Since receiving housing and health coaching from Brenner’s team, Steve’s average monthly medical costs have dropped from $12,945 to $2,073. An analysis of the first 41 participants in Phoenix shows that “housing and support services proved cost effective for the 25 most expensive patients, reducing their overall costs dramatically,” Tozzi reported. But total spending for the other 16 increased, highlighting the complexity of this work.

“The return’s only going to work out if we target the right people,” Brenner told Tozzi. The myConnections team selects patients who are enrolled in UnitedHealth, are homeless, and who have annual medical spending greater than $50,000 mostly because of ER visits and inpatient stays. Those high-cost patients are UnitedHealth’s best bet for recovering the cost of its housing investment.

UnitedHealth is starting with 10 subsidized apartments in each new city where it’s introducing the program, including in places where there might be hundreds of homeless Medicaid members on its rolls, Tozzi reported. MyConnections will be in 30 markets by early 2020.

Kaiser Addresses Homelessness in Its Backyard

In its home base of Oakland, California, health system Kaiser Permanente has invested $200 million in an affordable housing project, Hannah Norman reported in the San Francisco Business Times. Its help is not targeted exclusively at Kaiser members, instead aiming to benefit any residents who live in communities it serves.

The initiative was championed by Bernard Tyson, the late chairman and CEO of Kaiser, who died unexpectedly this month. In a New York Times remembrance, Reed Abelson noted that Tyson was committed to addressing social determinants of health in the places where Kaiser operates. “He had the organization examine broad issues like housing shortages, food insecurity, and gun violence and their impact on health and well-being,” Abelson wrote.

Tyson, who was the health system’s first Black chief executive, served as chair of the Bay Area Council, a business association dedicated to economic development in the San Francisco region. His chairmanship culminated in a major report (PDF) that documented the severity of the homelessness crisis and recommended ways to address it, Norman reported.

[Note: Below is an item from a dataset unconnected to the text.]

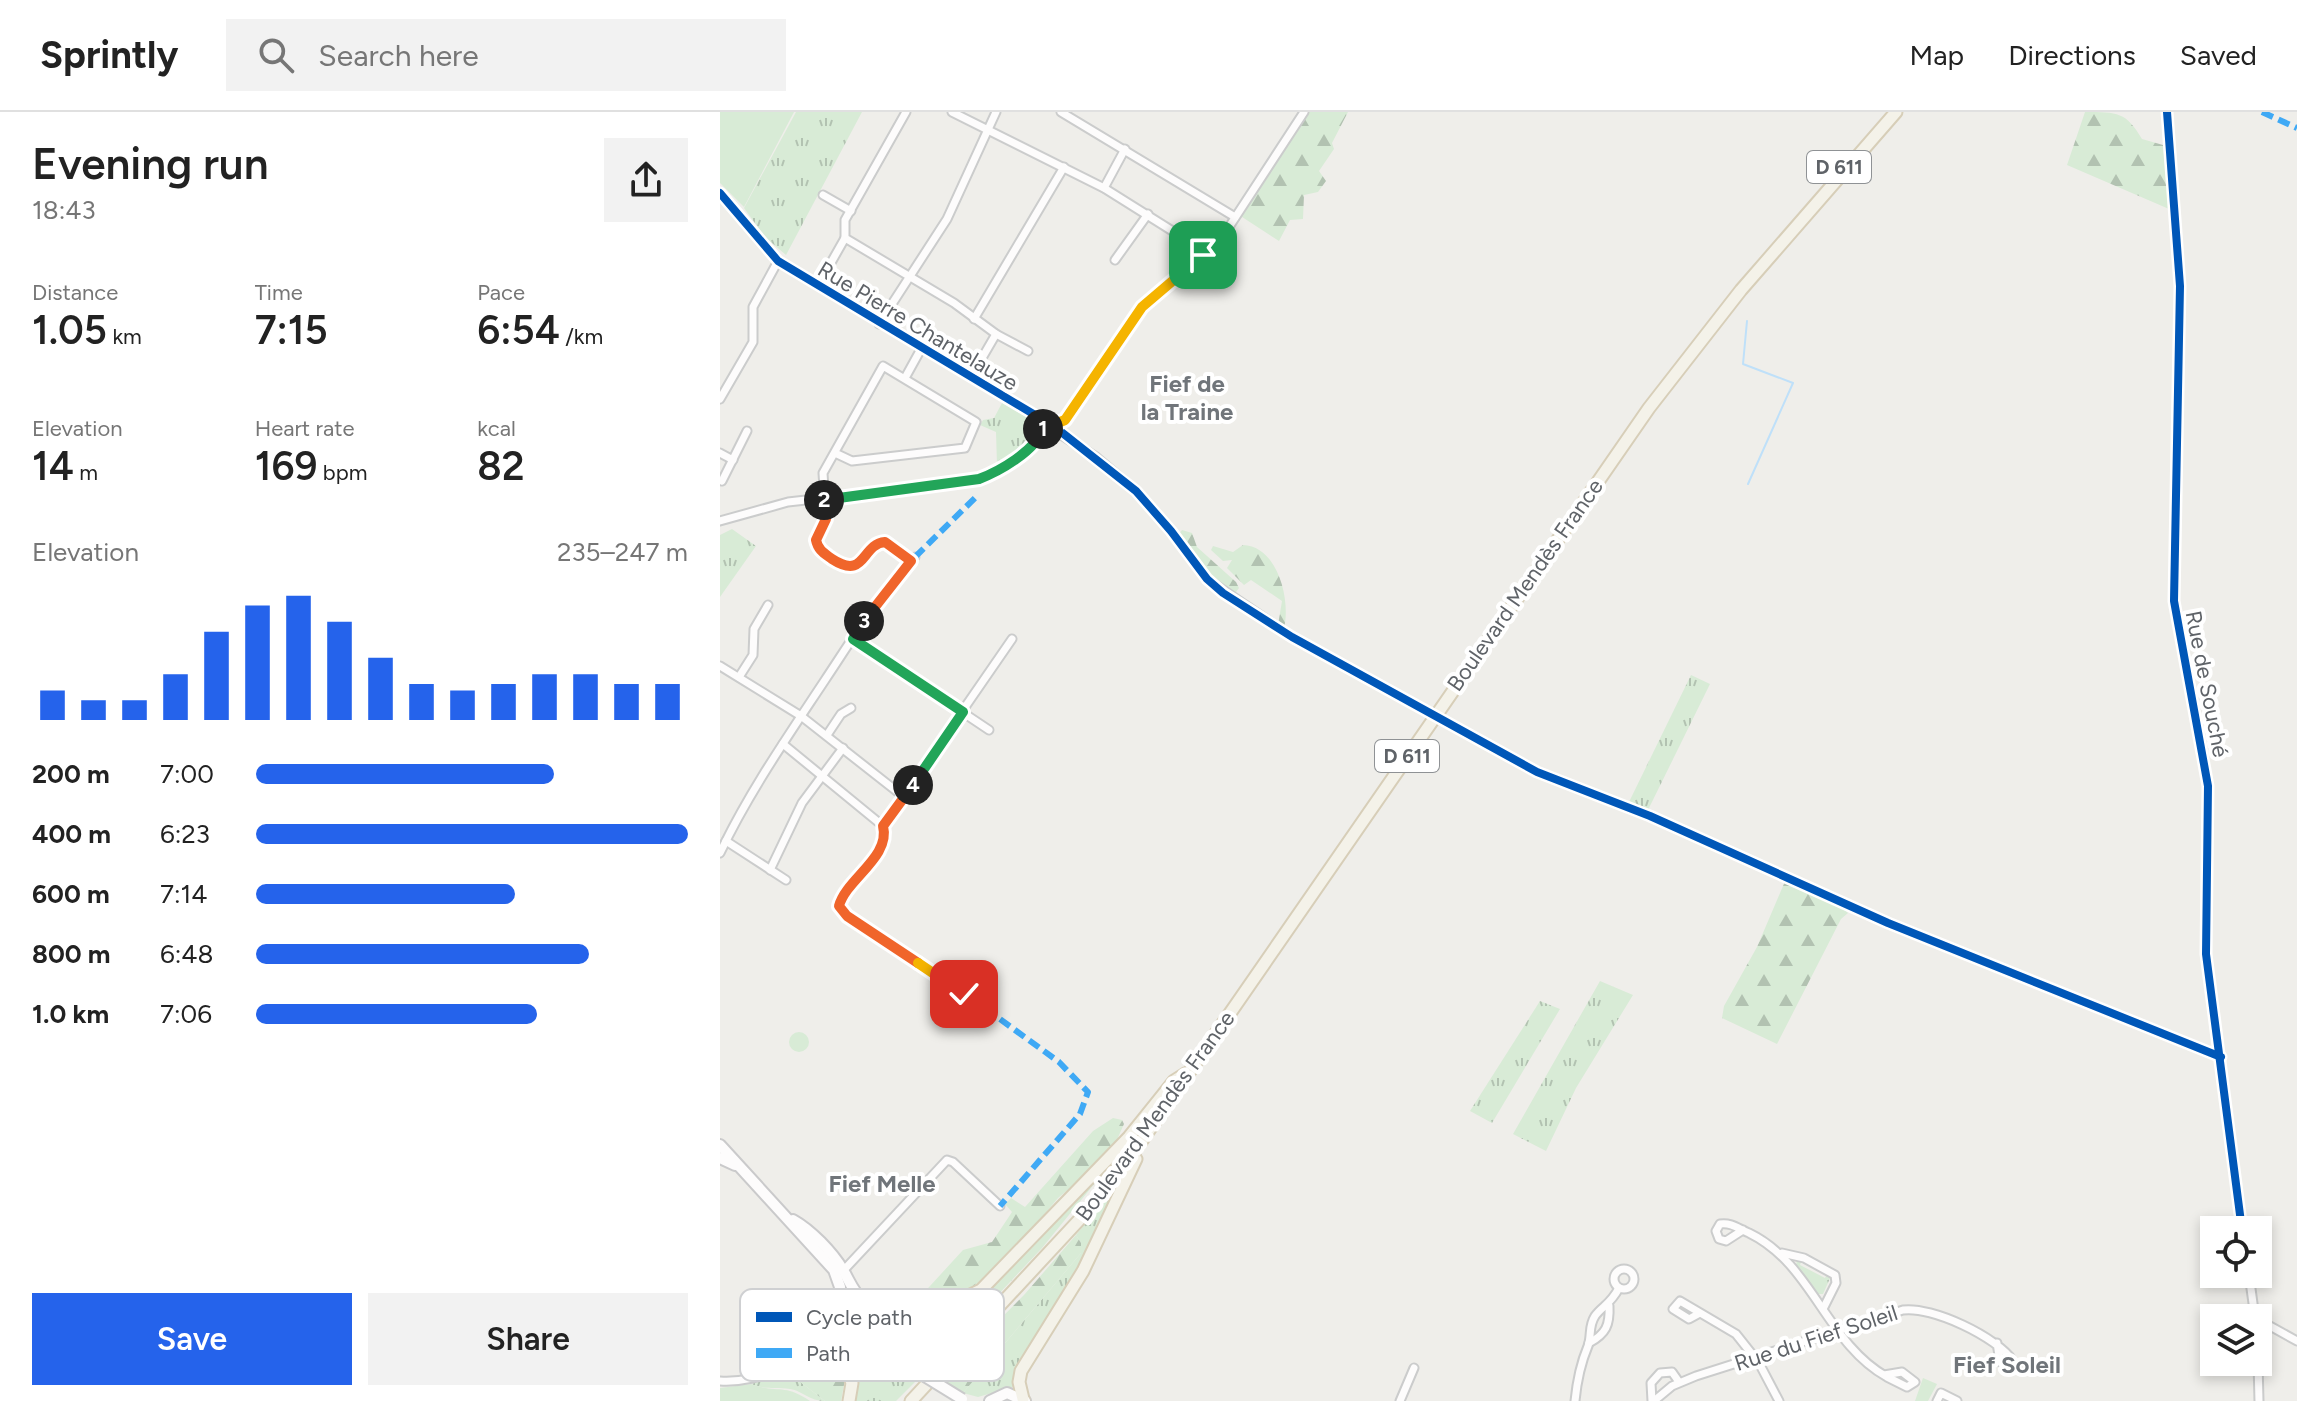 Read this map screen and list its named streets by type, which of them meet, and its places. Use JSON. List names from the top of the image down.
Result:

“We don’t believe as a mega-health system that our only lane is medical care,” Tyson said in April. “It’s a critical lane, but it’s not our only lane.”

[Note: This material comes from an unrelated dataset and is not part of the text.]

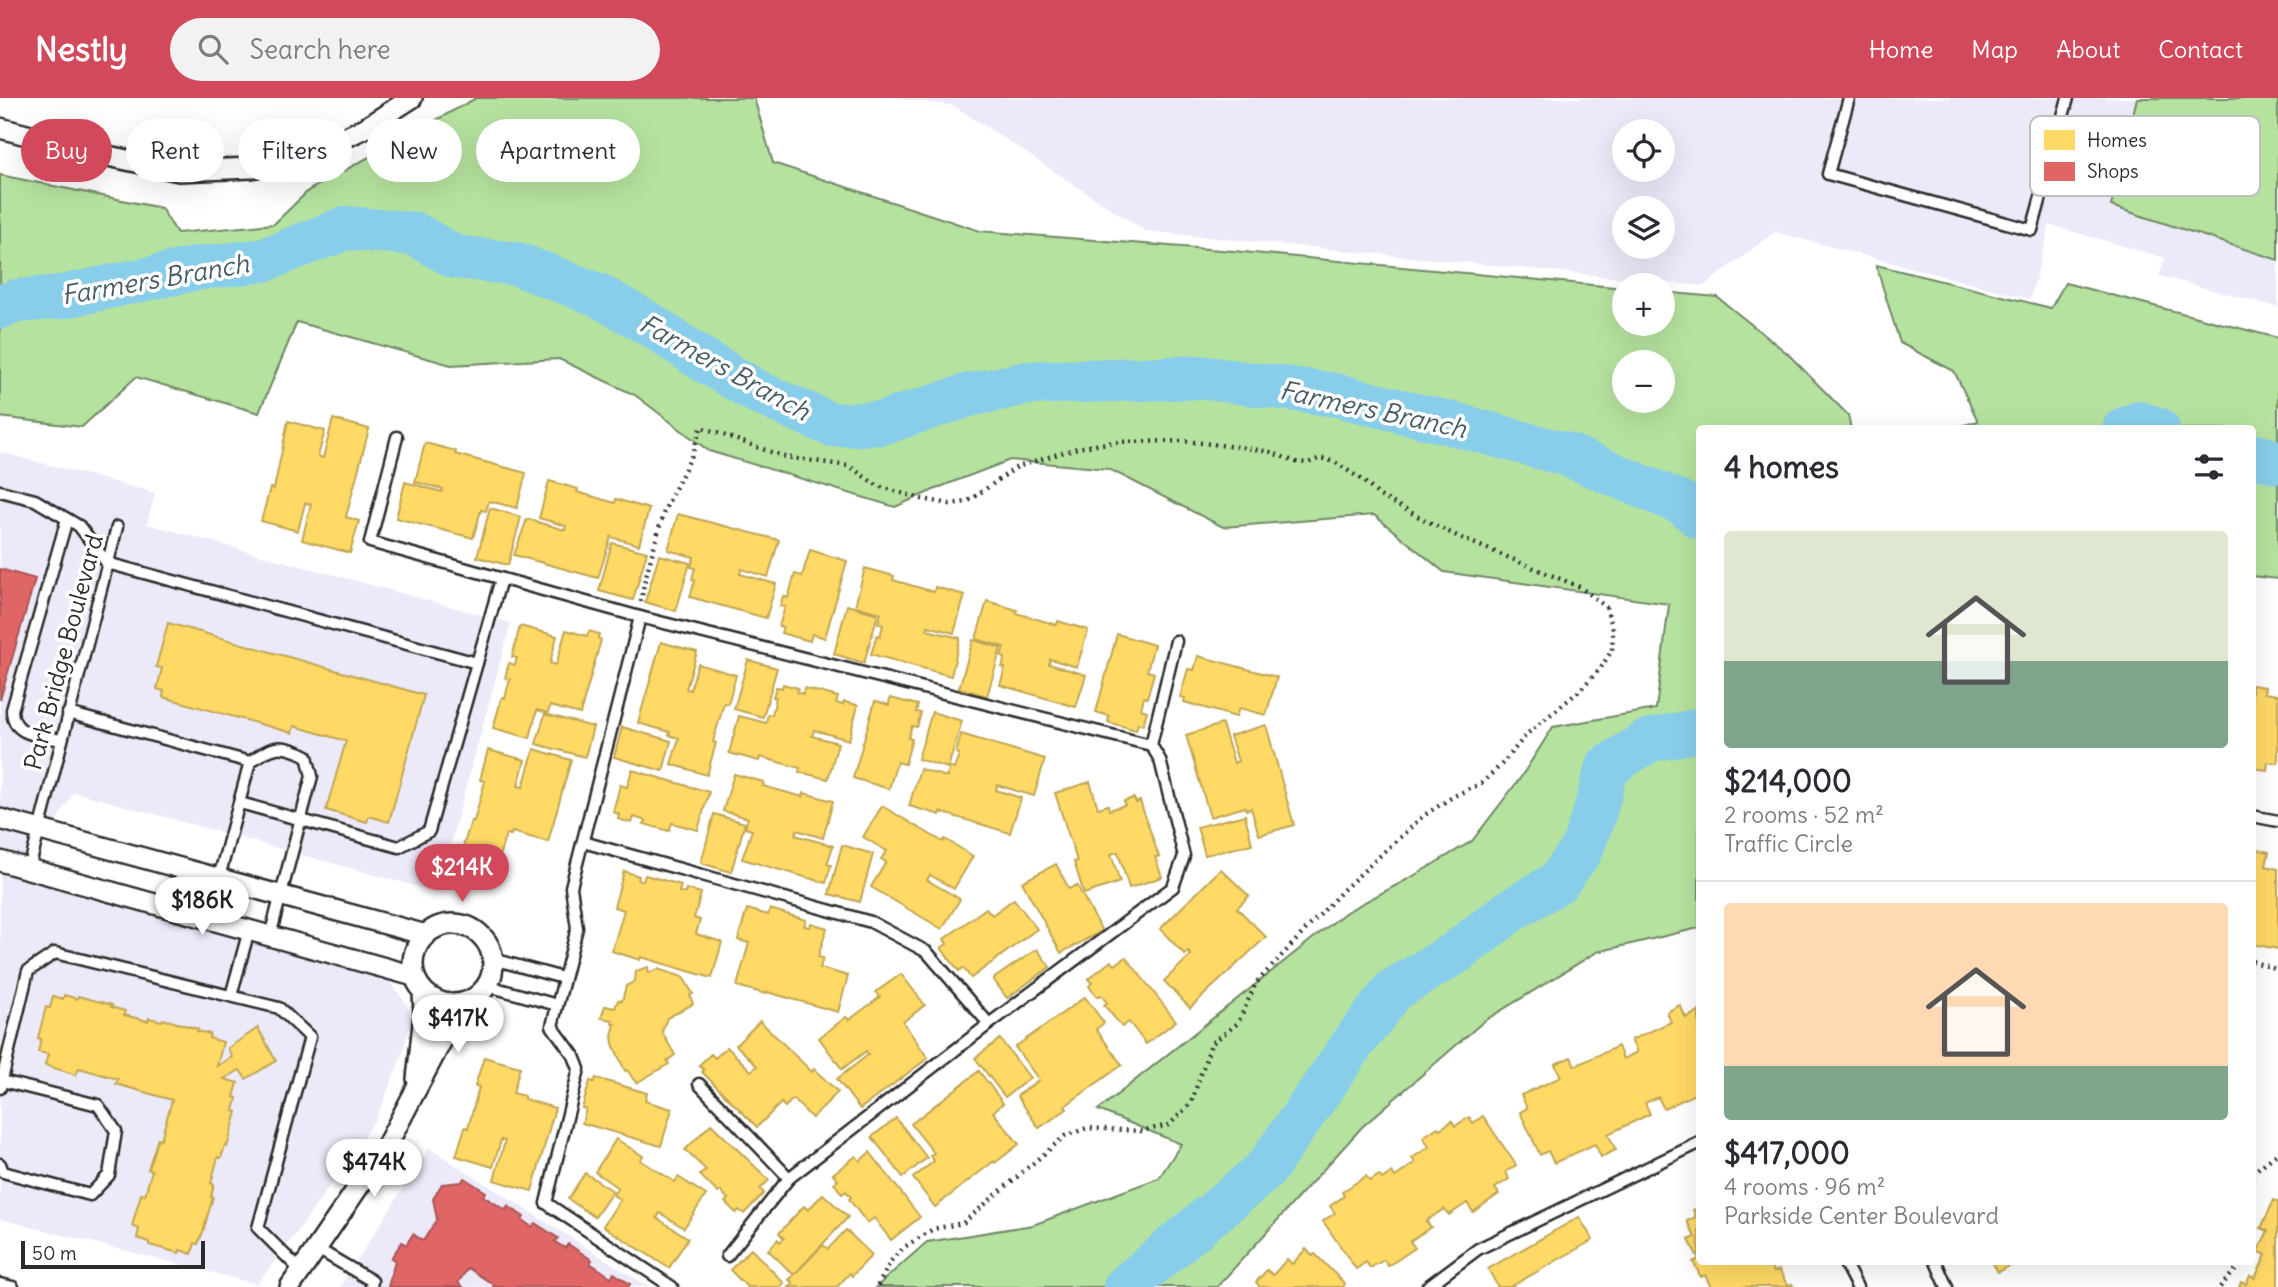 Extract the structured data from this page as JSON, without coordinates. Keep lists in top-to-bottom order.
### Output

Steady Rents in Buildings with Seismic Upgrades

Kaiser announced its $200 million housing initiative, the Thriving Communities Fund, in January. Since then, it partnered with Enterprise Community Partners, a nonprofit organization focused on affordable housing, and the nonprofit East Bay Asian Local Development Corporation to invest a total of $8.7 million ($5.2 million from Kaiser) in Kensington Gardens, a 41-apartment building in East Oakland. “The trio of organizations plans to keep the residents in place and the rent steady at $1,597 per month for a studio and $2,250 for a two-bedroom,” Norman wrote. “Some residents receive federal housing benefits, including Section 8, to help cover the cost.”

The Kensington Gardens purchase is part of the Thriving Communities Fund’s strategy to keep rents steady and to make health and safety upgrades such as seismic upgrades and new roofs.

Kaiser’s Built for Zero initiative committed $3 million over three years to a data-driven, county-level approach to understanding the dynamics of homelessness. Built for Zero tracks the homeless population in a county from month to month to understand “who they are, what they need, and even how many of them are repeatedly visiting emergency rooms,” Norman reported. Fifteen Kaiser communities, including eight in California, are participating in the program.